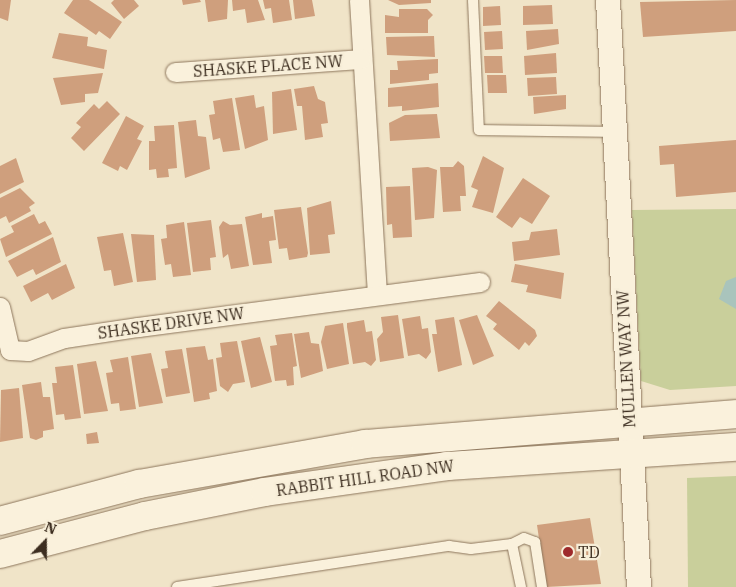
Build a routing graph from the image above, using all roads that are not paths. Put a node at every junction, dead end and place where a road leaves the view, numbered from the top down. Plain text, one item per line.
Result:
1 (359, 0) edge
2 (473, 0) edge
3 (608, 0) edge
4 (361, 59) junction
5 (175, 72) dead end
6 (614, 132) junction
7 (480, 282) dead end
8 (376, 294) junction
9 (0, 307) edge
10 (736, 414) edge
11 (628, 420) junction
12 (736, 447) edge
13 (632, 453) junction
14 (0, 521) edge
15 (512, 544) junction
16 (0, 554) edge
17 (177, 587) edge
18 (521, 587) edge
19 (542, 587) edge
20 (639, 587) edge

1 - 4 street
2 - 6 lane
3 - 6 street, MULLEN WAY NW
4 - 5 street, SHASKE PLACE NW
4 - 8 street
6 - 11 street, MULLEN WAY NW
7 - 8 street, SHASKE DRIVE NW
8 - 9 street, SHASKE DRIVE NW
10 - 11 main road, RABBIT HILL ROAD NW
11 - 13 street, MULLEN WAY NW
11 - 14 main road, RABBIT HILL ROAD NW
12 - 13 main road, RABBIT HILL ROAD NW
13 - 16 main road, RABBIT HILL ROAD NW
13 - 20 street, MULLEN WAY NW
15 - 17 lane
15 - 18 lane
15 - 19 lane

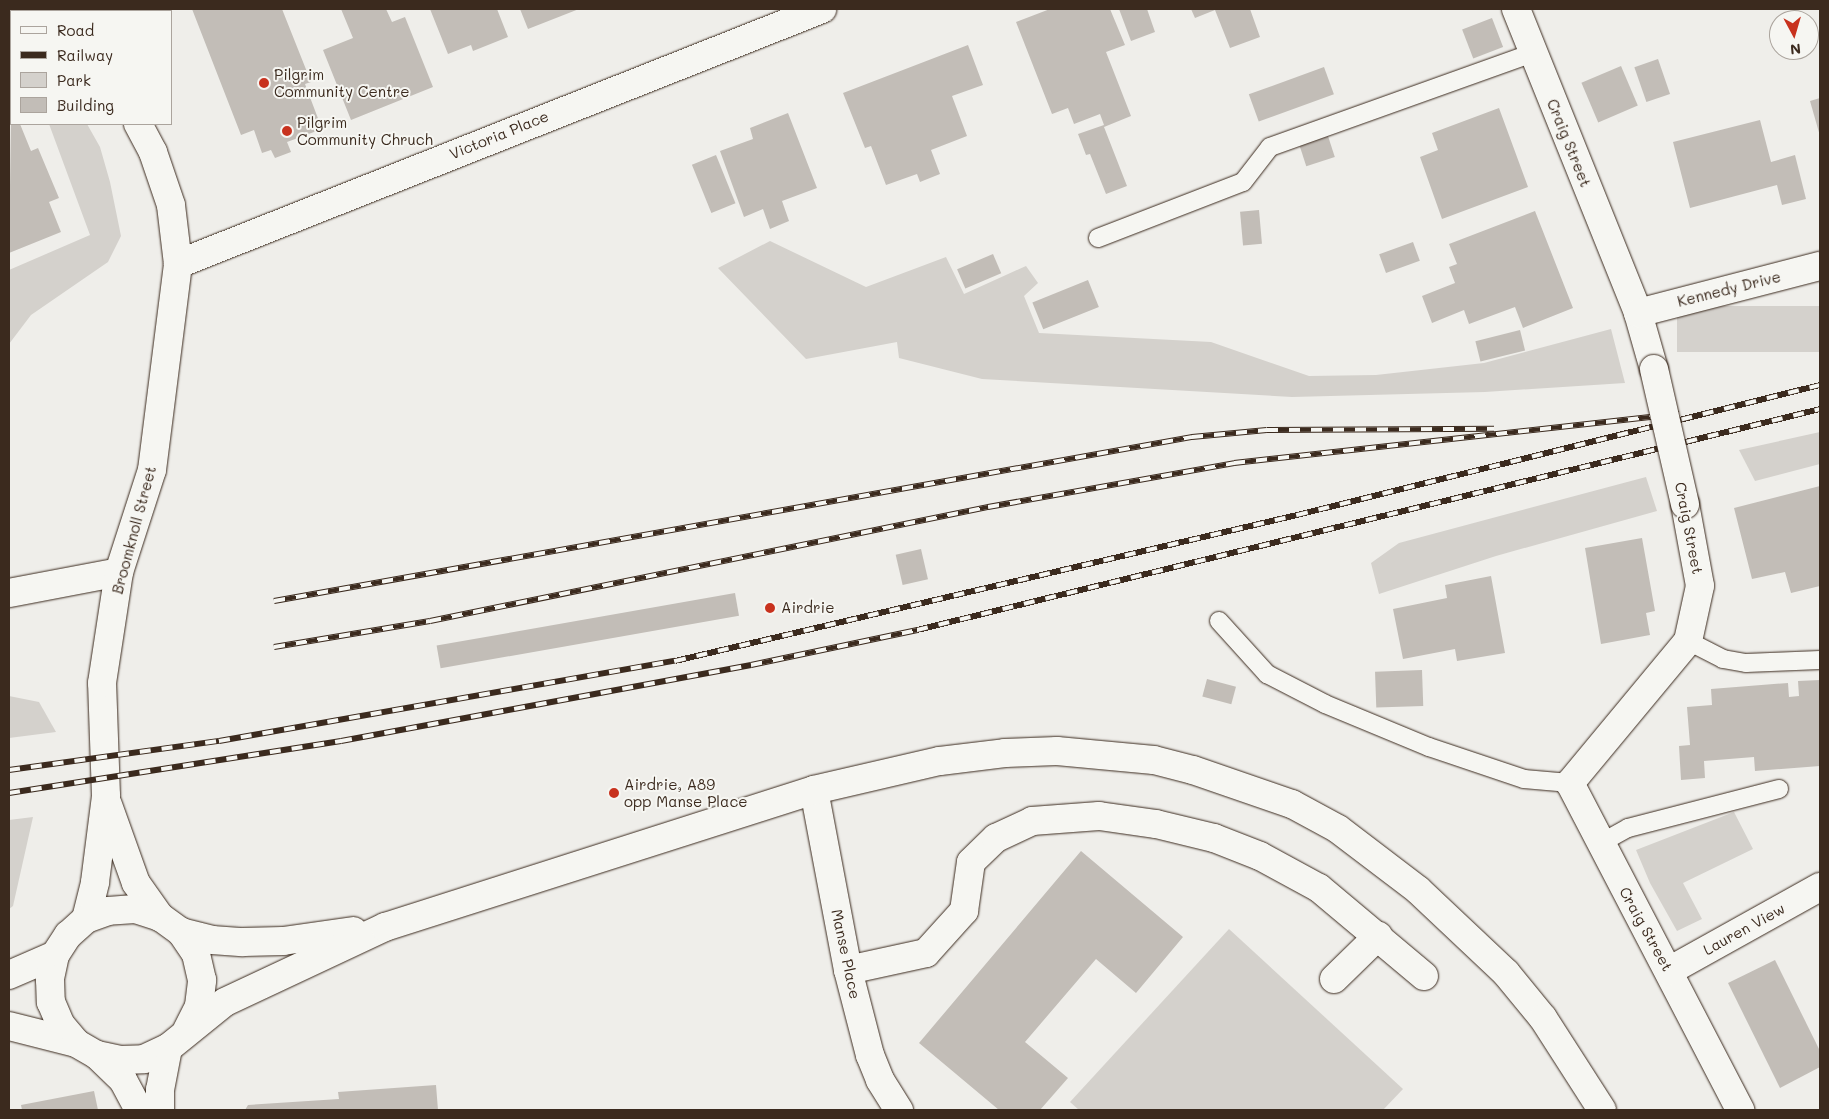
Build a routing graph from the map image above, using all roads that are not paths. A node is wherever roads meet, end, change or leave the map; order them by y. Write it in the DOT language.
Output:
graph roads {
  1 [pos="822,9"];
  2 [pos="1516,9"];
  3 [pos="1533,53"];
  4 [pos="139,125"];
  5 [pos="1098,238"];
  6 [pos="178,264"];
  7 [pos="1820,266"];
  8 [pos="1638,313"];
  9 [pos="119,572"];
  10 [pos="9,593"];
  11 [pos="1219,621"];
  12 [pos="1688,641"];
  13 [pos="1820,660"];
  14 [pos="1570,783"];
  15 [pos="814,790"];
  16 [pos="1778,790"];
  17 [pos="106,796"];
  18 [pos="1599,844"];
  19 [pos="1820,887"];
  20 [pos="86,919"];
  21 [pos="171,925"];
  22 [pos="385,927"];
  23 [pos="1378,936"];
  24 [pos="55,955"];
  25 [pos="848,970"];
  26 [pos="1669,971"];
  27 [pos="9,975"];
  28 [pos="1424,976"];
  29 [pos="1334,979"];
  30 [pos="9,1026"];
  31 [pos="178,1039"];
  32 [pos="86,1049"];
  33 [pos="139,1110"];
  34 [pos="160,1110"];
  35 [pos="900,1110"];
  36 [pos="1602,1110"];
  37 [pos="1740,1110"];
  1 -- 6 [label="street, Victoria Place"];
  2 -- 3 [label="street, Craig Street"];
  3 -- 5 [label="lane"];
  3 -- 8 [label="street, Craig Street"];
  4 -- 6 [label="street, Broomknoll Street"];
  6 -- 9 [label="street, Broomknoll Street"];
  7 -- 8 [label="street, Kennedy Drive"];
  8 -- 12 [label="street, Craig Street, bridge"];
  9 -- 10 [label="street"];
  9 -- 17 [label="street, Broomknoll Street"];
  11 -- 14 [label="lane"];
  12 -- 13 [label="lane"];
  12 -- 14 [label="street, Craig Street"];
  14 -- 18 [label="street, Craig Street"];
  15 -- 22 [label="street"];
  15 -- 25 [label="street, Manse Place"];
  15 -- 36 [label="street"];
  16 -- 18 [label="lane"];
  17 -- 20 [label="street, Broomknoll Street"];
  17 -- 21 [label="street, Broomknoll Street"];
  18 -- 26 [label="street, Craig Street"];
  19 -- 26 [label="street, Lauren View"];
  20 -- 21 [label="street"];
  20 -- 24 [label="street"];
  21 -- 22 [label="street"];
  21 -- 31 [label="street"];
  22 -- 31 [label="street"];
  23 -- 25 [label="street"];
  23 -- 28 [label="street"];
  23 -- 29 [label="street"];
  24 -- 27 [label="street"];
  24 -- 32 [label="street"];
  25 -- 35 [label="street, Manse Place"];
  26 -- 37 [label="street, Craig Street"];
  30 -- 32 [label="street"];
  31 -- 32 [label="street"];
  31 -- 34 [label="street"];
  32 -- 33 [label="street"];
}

* * * * * * *

→ **Assignment**
Copy the entries exactly. Leave out the images.

→ **Solution to this task**
Build a routing graph from the image above, using all roads that are not paths. Put a node at every junction, dead end and place where a road leaves the view, numbered from the top down. Plain text, one item per line.
Result:
1 (359, 0) edge
2 (473, 0) edge
3 (608, 0) edge
4 (361, 59) junction
5 (175, 72) dead end
6 (614, 132) junction
7 (480, 282) dead end
8 (376, 294) junction
9 (0, 307) edge
10 (736, 414) edge
11 (628, 420) junction
12 (736, 447) edge
13 (632, 453) junction
14 (0, 521) edge
15 (512, 544) junction
16 (0, 554) edge
17 (177, 587) edge
18 (521, 587) edge
19 (542, 587) edge
20 (639, 587) edge

1 - 4 street
2 - 6 lane
3 - 6 street, MULLEN WAY NW
4 - 5 street, SHASKE PLACE NW
4 - 8 street
6 - 11 street, MULLEN WAY NW
7 - 8 street, SHASKE DRIVE NW
8 - 9 street, SHASKE DRIVE NW
10 - 11 main road, RABBIT HILL ROAD NW
11 - 13 street, MULLEN WAY NW
11 - 14 main road, RABBIT HILL ROAD NW
12 - 13 main road, RABBIT HILL ROAD NW
13 - 16 main road, RABBIT HILL ROAD NW
13 - 20 street, MULLEN WAY NW
15 - 17 lane
15 - 18 lane
15 - 19 lane

Build a routing graph from the map image above, using all roads that are not paths. A node is wherever roads meet, end, change or leave the map; order them by y. Write it in the DOT language.
Output:
graph roads {
  1 [pos="822,9"];
  2 [pos="1516,9"];
  3 [pos="1533,53"];
  4 [pos="139,125"];
  5 [pos="1098,238"];
  6 [pos="178,264"];
  7 [pos="1820,266"];
  8 [pos="1638,313"];
  9 [pos="119,572"];
  10 [pos="9,593"];
  11 [pos="1219,621"];
  12 [pos="1688,641"];
  13 [pos="1820,660"];
  14 [pos="1570,783"];
  15 [pos="814,790"];
  16 [pos="1778,790"];
  17 [pos="106,796"];
  18 [pos="1599,844"];
  19 [pos="1820,887"];
  20 [pos="86,919"];
  21 [pos="171,925"];
  22 [pos="385,927"];
  23 [pos="1378,936"];
  24 [pos="55,955"];
  25 [pos="848,970"];
  26 [pos="1669,971"];
  27 [pos="9,975"];
  28 [pos="1424,976"];
  29 [pos="1334,979"];
  30 [pos="9,1026"];
  31 [pos="178,1039"];
  32 [pos="86,1049"];
  33 [pos="139,1110"];
  34 [pos="160,1110"];
  35 [pos="900,1110"];
  36 [pos="1602,1110"];
  37 [pos="1740,1110"];
  1 -- 6 [label="street, Victoria Place"];
  2 -- 3 [label="street, Craig Street"];
  3 -- 5 [label="lane"];
  3 -- 8 [label="street, Craig Street"];
  4 -- 6 [label="street, Broomknoll Street"];
  6 -- 9 [label="street, Broomknoll Street"];
  7 -- 8 [label="street, Kennedy Drive"];
  8 -- 12 [label="street, Craig Street, bridge"];
  9 -- 10 [label="street"];
  9 -- 17 [label="street, Broomknoll Street"];
  11 -- 14 [label="lane"];
  12 -- 13 [label="lane"];
  12 -- 14 [label="street, Craig Street"];
  14 -- 18 [label="street, Craig Street"];
  15 -- 22 [label="street"];
  15 -- 25 [label="street, Manse Place"];
  15 -- 36 [label="street"];
  16 -- 18 [label="lane"];
  17 -- 20 [label="street, Broomknoll Street"];
  17 -- 21 [label="street, Broomknoll Street"];
  18 -- 26 [label="street, Craig Street"];
  19 -- 26 [label="street, Lauren View"];
  20 -- 21 [label="street"];
  20 -- 24 [label="street"];
  21 -- 22 [label="street"];
  21 -- 31 [label="street"];
  22 -- 31 [label="street"];
  23 -- 25 [label="street"];
  23 -- 28 [label="street"];
  23 -- 29 [label="street"];
  24 -- 27 [label="street"];
  24 -- 32 [label="street"];
  25 -- 35 [label="street, Manse Place"];
  26 -- 37 [label="street, Craig Street"];
  30 -- 32 [label="street"];
  31 -- 32 [label="street"];
  31 -- 34 [label="street"];
  32 -- 33 [label="street"];
}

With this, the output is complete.